*** Begin section ***

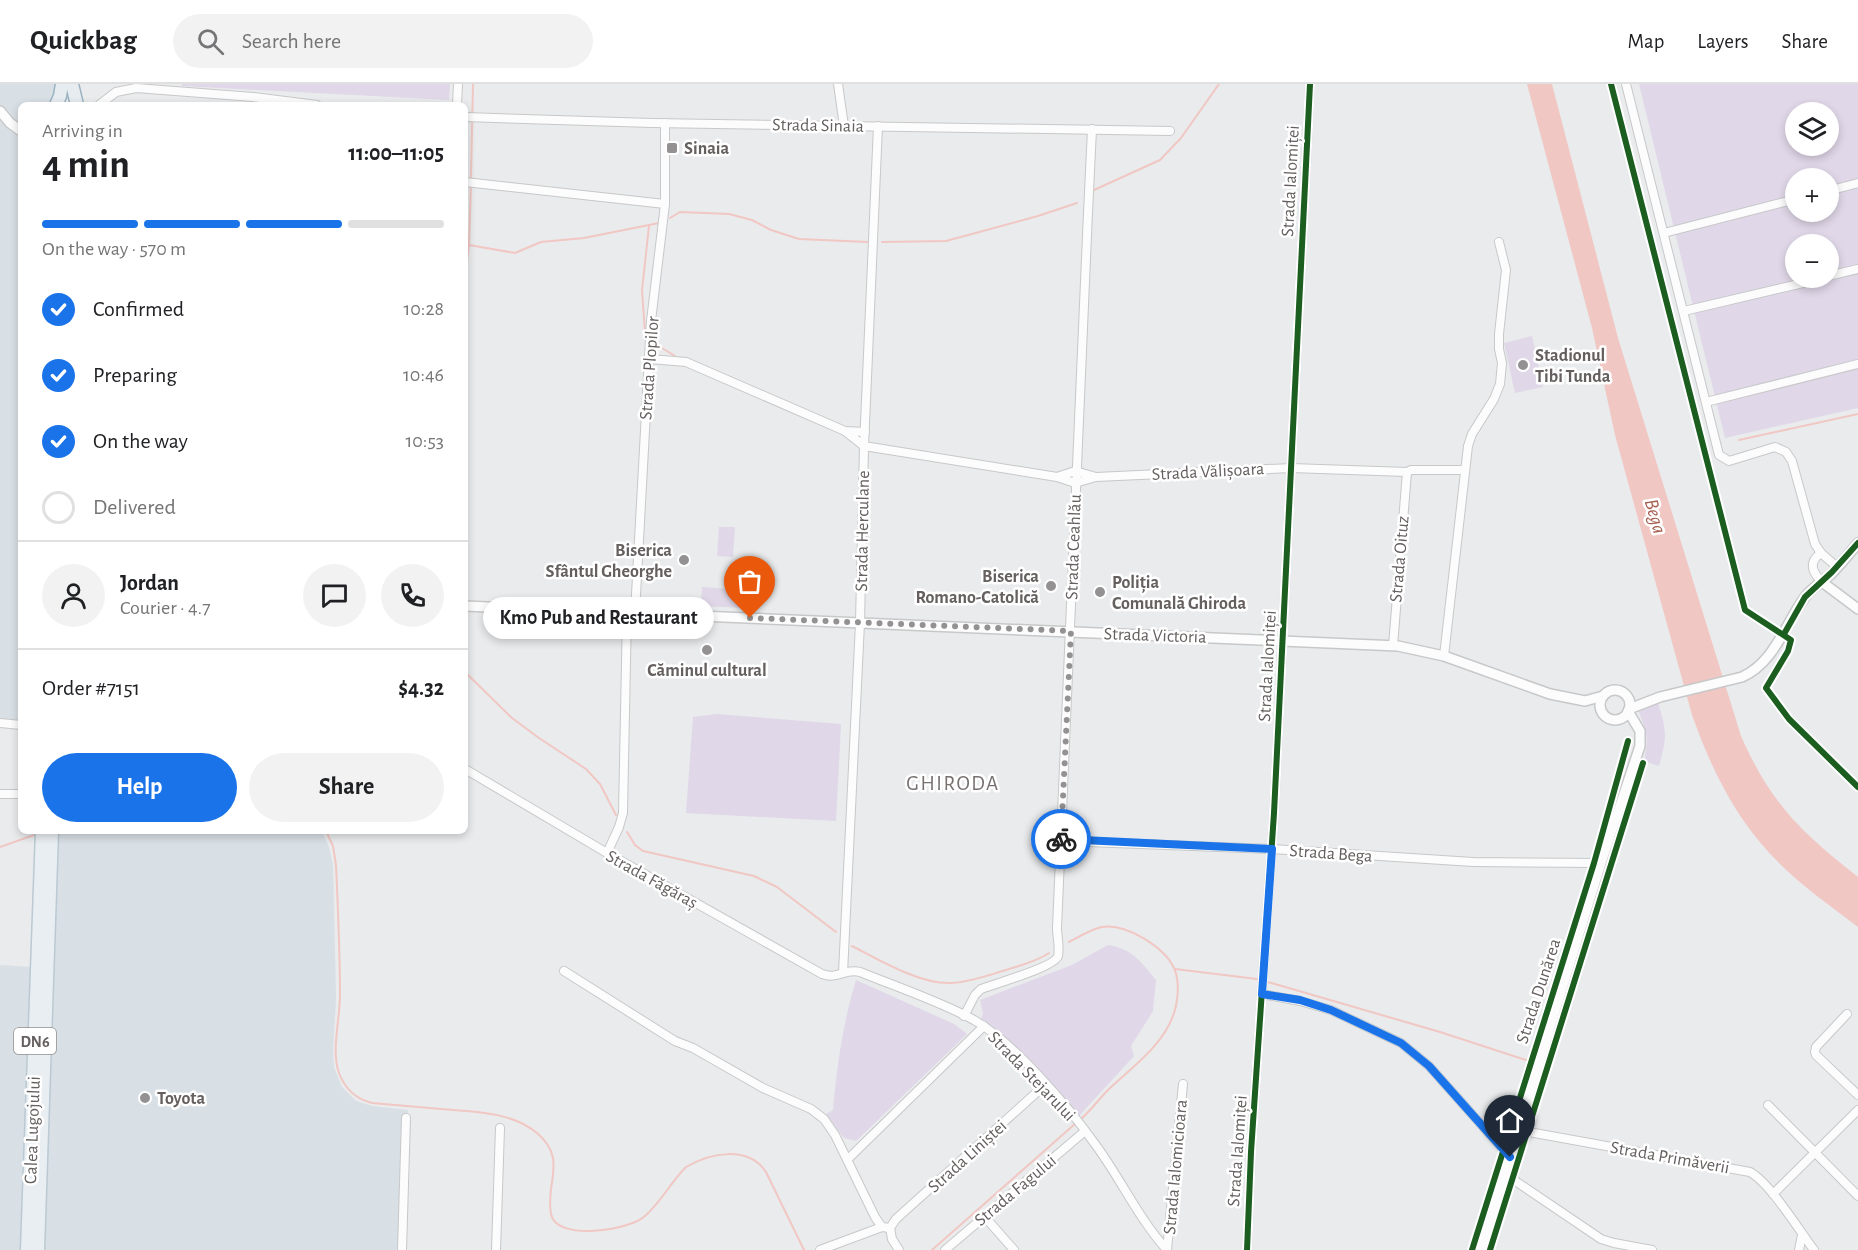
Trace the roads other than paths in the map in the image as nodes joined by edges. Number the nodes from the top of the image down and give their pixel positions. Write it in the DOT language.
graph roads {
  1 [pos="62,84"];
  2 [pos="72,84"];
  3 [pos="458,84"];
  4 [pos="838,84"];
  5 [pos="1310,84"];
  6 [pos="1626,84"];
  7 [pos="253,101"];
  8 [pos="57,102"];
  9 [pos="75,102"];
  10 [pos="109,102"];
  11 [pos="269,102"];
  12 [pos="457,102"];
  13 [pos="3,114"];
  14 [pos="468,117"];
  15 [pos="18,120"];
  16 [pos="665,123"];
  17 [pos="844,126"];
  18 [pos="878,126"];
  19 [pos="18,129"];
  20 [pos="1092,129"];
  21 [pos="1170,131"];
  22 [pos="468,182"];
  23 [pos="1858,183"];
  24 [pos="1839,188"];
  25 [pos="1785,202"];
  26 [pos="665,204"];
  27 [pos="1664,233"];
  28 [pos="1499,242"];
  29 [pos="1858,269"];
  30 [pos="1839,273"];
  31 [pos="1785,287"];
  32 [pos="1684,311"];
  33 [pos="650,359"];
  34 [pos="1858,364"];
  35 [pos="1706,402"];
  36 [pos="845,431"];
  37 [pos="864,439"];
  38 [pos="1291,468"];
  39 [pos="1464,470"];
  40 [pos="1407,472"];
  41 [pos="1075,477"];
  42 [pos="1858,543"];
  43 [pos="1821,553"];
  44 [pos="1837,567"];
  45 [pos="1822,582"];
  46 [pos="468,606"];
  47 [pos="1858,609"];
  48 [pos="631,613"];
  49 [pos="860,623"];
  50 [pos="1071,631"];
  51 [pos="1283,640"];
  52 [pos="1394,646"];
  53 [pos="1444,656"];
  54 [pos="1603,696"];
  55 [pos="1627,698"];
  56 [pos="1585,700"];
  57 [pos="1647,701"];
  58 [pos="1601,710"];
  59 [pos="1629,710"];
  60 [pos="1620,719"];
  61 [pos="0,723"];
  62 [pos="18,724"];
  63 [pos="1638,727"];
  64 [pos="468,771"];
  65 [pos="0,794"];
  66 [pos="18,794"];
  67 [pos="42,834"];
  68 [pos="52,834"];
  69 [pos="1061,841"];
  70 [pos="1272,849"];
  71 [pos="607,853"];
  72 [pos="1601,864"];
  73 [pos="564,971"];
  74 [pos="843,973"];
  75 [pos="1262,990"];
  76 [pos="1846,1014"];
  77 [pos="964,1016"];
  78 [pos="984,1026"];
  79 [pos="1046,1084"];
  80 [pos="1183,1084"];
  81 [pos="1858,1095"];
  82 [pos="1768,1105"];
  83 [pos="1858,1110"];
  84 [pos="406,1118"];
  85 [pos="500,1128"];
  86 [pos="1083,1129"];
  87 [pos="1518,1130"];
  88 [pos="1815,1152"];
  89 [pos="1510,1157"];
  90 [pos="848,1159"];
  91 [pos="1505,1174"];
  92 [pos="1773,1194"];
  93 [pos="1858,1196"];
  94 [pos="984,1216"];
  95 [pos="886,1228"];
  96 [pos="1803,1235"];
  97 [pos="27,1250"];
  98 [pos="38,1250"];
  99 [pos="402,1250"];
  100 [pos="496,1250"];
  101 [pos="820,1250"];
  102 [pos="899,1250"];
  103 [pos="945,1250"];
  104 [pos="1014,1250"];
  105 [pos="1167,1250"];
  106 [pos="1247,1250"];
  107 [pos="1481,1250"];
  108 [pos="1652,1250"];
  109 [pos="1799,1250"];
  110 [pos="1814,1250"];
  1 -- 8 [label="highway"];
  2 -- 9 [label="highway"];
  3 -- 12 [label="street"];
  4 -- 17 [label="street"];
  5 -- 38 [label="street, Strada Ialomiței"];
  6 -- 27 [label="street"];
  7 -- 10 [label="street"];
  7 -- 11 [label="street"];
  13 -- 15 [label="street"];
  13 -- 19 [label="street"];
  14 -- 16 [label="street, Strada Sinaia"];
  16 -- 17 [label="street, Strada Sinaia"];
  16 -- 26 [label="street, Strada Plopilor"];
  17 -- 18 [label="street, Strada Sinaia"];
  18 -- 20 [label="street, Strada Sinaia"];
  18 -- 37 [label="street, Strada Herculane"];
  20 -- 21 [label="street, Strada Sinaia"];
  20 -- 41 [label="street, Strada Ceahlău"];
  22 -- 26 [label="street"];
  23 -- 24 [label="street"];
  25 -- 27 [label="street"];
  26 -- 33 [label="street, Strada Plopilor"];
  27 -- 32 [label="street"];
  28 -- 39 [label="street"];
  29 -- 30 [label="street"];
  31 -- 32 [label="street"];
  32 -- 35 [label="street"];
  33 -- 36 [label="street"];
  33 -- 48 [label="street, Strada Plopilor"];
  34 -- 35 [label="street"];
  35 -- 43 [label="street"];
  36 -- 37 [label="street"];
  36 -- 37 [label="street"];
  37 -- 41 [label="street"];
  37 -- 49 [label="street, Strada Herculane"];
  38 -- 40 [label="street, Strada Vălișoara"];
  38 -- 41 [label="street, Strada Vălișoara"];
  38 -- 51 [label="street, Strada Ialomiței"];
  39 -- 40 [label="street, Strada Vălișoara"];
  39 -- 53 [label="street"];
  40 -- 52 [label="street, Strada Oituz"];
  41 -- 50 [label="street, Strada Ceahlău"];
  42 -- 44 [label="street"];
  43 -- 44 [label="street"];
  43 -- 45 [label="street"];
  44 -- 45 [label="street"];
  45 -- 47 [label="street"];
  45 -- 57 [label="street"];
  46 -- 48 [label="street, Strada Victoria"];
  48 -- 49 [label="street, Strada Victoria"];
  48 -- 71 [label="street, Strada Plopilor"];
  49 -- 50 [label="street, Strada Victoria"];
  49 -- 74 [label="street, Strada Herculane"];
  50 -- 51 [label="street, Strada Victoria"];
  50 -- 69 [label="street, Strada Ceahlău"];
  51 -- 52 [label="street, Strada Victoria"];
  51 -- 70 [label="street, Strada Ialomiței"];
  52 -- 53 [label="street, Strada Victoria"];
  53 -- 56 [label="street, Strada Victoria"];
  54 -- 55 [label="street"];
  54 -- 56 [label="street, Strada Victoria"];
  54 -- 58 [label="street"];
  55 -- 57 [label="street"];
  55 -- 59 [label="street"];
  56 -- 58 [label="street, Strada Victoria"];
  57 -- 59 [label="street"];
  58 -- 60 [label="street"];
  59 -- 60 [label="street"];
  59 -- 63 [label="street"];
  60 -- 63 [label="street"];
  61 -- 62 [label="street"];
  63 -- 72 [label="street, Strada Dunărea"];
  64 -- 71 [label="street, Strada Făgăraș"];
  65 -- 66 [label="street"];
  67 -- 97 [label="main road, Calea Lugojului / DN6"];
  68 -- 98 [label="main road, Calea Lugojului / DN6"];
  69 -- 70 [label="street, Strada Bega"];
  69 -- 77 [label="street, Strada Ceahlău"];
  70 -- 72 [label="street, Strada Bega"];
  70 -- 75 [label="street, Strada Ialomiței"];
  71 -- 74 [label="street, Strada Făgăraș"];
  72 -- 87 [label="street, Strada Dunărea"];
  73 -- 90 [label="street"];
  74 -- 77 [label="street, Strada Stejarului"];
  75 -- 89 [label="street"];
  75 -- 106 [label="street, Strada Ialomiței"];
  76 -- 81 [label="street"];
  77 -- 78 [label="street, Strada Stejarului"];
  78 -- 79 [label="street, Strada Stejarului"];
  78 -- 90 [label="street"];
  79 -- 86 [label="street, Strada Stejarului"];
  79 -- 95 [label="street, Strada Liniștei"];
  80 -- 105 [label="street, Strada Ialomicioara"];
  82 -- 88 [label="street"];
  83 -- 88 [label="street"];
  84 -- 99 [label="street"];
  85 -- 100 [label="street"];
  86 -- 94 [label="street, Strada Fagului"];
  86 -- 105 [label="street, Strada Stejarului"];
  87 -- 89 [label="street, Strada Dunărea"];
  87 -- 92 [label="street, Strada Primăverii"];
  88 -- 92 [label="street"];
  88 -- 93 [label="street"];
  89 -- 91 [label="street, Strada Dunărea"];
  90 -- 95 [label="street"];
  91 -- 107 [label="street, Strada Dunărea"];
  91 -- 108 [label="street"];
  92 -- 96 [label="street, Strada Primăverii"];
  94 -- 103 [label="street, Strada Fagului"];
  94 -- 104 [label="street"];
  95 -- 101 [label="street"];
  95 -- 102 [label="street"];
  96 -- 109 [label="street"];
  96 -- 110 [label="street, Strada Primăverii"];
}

*** End section ***
*** Begin section ***

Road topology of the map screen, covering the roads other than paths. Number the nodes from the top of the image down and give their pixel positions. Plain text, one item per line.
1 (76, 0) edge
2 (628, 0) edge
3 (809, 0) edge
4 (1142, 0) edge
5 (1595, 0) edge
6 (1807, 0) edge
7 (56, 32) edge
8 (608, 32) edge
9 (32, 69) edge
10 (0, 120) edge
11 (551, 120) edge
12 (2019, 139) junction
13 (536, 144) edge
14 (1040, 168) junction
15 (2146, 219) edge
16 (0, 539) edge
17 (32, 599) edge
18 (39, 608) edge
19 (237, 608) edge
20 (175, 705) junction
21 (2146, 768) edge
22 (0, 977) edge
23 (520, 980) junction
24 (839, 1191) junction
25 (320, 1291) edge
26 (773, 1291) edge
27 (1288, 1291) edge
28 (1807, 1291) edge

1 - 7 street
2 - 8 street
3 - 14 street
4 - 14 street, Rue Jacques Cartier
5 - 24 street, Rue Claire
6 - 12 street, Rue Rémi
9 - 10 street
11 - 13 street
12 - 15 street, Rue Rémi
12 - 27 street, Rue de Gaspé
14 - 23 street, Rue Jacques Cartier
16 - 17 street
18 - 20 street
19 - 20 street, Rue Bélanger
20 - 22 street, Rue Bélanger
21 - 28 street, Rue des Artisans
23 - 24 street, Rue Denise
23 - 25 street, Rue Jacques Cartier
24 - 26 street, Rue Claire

*** End section ***
*** Begin section ***

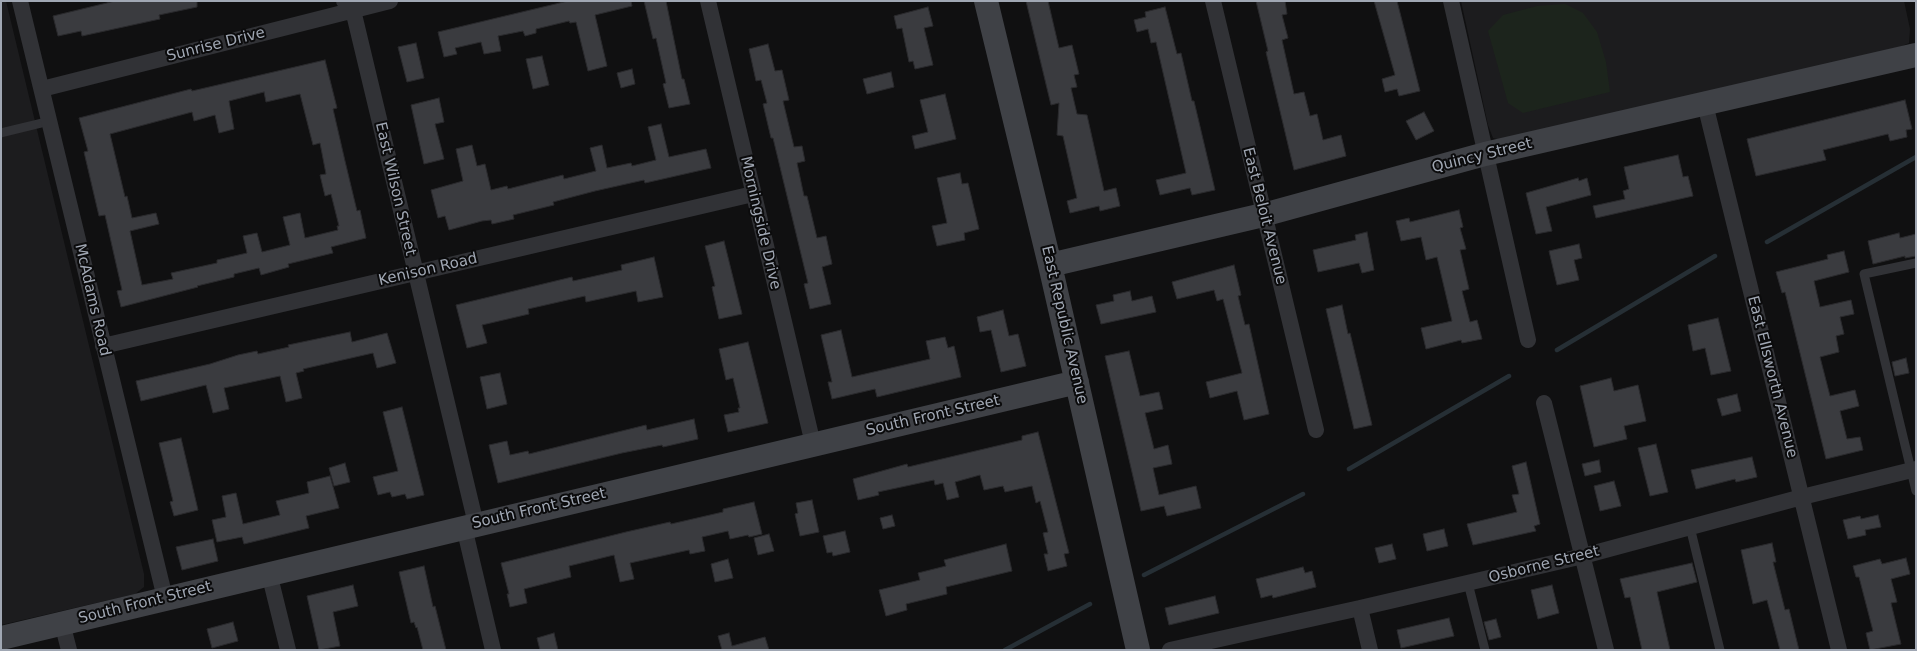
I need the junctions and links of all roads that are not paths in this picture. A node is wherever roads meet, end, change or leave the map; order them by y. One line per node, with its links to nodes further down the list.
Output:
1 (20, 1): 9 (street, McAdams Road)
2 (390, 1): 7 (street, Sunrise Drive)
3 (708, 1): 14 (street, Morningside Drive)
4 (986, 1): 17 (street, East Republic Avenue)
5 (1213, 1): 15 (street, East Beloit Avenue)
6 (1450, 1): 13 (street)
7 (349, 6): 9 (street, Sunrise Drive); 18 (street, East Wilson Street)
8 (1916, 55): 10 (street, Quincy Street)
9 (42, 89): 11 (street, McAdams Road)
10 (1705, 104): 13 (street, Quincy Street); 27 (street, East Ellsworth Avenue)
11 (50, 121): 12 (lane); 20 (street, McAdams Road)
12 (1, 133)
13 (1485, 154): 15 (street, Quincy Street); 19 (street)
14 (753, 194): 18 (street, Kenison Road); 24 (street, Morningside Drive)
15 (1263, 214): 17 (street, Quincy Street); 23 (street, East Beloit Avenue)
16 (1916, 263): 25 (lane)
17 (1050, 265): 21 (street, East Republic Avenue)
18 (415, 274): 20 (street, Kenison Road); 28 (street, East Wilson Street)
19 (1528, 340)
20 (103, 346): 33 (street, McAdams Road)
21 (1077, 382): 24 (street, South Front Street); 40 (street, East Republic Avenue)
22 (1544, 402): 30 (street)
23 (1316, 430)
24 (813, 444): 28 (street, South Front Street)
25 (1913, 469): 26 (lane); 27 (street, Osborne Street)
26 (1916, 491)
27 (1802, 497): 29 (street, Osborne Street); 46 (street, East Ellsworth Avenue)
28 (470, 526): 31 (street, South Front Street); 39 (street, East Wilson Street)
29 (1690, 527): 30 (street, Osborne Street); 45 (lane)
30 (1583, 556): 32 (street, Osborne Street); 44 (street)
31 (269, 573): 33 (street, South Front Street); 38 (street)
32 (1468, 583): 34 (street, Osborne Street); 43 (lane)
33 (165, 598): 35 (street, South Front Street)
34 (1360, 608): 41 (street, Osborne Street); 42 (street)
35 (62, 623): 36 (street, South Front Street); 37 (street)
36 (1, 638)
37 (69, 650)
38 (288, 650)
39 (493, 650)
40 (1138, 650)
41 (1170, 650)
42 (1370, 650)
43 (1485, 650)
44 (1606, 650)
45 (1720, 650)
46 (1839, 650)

*** End section ***

— Task description —
Which lines of the data hold the string "Dunărea"? Return each of them.

— Problem solution —
  63 -- 72 [label="street, Strada Dunărea"];
  72 -- 87 [label="street, Strada Dunărea"];
  87 -- 89 [label="street, Strada Dunărea"];
  89 -- 91 [label="street, Strada Dunărea"];
  91 -- 107 [label="street, Strada Dunărea"];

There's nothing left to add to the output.